## [Task to complete]
Write the number of lines in the material below that contain "Arctic", with no other words.
____ Extracted records
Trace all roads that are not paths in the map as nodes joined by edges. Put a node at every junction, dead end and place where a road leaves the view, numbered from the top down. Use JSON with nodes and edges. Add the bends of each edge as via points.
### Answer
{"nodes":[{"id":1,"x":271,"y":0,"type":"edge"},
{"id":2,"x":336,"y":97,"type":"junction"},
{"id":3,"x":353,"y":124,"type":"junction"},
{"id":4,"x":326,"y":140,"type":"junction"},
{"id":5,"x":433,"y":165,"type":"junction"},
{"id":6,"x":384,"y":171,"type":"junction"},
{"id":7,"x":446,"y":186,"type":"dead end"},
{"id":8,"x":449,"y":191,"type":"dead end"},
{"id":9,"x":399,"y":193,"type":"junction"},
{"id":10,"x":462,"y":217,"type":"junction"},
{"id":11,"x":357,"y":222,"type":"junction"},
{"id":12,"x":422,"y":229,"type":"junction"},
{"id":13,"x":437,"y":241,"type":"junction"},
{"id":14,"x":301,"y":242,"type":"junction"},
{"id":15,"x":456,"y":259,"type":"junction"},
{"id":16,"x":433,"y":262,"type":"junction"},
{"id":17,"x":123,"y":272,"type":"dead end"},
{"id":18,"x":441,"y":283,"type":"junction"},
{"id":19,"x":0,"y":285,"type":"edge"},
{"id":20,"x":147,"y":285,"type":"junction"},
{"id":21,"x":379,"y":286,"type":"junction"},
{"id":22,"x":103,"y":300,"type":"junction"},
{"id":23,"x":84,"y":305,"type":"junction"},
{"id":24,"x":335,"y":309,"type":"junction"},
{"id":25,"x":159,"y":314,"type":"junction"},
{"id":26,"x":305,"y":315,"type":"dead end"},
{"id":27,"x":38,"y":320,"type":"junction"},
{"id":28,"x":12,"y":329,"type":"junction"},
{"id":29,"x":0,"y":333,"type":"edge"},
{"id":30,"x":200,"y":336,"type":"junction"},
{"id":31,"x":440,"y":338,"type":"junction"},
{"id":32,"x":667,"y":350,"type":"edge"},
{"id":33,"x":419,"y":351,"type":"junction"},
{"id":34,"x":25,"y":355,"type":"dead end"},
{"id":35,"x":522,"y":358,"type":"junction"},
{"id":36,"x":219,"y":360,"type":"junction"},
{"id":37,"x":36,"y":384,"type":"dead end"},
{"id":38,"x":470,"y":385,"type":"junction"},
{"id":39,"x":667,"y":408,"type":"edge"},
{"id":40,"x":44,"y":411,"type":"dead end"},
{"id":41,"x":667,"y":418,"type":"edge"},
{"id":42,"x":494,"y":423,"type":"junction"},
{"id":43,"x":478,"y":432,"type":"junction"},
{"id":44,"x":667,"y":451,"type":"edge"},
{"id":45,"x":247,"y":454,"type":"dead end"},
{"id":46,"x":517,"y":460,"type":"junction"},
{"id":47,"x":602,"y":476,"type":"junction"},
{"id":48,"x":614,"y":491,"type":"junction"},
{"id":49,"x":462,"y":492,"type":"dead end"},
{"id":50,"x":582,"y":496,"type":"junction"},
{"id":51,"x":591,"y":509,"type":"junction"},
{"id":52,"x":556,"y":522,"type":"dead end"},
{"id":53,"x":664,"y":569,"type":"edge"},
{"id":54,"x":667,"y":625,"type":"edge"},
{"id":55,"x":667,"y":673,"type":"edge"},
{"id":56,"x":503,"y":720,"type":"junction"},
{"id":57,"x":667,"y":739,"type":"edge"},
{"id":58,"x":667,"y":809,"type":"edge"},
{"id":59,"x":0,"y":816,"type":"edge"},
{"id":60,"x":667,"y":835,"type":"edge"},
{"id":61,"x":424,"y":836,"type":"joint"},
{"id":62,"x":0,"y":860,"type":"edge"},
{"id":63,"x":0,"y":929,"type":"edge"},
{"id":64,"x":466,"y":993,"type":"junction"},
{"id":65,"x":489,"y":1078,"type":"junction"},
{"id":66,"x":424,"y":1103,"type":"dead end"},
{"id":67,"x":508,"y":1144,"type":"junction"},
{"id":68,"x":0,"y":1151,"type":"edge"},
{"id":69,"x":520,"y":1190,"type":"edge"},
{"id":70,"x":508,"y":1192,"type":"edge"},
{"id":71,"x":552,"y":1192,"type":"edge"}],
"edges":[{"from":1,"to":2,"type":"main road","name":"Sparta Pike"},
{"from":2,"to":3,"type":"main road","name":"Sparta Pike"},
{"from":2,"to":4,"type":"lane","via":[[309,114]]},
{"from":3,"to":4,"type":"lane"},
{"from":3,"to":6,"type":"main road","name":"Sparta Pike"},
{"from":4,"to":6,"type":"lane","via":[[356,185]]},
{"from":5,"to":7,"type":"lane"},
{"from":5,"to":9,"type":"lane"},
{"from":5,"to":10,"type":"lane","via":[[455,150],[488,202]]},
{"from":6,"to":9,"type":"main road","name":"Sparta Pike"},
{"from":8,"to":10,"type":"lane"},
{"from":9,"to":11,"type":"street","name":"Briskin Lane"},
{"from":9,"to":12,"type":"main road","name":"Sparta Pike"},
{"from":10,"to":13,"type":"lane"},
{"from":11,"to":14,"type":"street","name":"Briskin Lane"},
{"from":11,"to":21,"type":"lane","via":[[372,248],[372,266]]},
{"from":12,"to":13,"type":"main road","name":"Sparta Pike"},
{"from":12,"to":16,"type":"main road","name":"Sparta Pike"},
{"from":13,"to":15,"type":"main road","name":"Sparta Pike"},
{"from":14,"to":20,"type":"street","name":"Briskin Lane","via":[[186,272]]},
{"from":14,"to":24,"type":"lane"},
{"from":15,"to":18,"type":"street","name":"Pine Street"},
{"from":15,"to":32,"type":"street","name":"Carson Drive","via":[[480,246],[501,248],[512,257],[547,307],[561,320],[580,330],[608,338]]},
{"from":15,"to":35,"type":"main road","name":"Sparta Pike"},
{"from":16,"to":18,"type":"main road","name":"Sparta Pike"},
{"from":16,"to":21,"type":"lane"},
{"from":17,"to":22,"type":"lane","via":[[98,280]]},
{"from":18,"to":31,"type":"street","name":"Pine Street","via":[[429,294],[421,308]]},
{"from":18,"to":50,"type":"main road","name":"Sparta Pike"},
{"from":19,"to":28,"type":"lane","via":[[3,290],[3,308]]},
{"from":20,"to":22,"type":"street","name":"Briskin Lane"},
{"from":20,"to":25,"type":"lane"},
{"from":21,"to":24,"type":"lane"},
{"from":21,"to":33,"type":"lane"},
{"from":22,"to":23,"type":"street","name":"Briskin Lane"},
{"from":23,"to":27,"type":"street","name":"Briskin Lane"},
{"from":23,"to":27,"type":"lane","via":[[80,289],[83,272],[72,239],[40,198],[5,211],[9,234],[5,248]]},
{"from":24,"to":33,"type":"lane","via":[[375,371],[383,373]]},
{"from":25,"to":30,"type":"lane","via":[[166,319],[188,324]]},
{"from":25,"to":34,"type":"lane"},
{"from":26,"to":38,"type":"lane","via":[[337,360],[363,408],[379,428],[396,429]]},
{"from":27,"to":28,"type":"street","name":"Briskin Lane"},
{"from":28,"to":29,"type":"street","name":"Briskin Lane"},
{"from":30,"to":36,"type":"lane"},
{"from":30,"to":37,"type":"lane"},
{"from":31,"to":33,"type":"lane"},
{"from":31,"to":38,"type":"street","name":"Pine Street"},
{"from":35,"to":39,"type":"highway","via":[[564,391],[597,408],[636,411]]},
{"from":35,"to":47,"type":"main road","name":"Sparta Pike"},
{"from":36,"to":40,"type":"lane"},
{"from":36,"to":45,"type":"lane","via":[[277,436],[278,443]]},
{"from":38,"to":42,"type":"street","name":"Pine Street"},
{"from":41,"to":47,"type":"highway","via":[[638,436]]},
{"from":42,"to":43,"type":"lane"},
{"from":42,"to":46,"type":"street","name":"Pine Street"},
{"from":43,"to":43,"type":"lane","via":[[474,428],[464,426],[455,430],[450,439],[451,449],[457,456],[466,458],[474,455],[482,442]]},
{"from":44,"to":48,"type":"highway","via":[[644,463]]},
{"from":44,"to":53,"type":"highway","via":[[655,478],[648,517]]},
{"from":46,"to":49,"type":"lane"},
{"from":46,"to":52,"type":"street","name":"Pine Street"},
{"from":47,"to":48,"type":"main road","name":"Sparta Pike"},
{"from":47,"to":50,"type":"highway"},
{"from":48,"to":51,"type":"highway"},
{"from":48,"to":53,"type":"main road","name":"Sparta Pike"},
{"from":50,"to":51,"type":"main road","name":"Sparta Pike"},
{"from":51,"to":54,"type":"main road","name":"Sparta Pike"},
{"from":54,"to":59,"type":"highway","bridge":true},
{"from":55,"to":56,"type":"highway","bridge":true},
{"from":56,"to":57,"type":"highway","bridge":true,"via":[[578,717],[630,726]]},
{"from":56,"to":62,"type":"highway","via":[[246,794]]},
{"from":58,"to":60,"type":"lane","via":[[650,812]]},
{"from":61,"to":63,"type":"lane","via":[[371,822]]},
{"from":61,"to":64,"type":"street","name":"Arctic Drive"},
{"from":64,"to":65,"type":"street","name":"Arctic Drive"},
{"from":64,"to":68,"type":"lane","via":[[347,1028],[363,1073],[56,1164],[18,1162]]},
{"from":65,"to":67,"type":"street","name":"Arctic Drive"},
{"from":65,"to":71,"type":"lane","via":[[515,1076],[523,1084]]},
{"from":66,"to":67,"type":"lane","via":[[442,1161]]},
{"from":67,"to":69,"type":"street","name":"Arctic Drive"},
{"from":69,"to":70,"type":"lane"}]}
________
## [Written solution]
4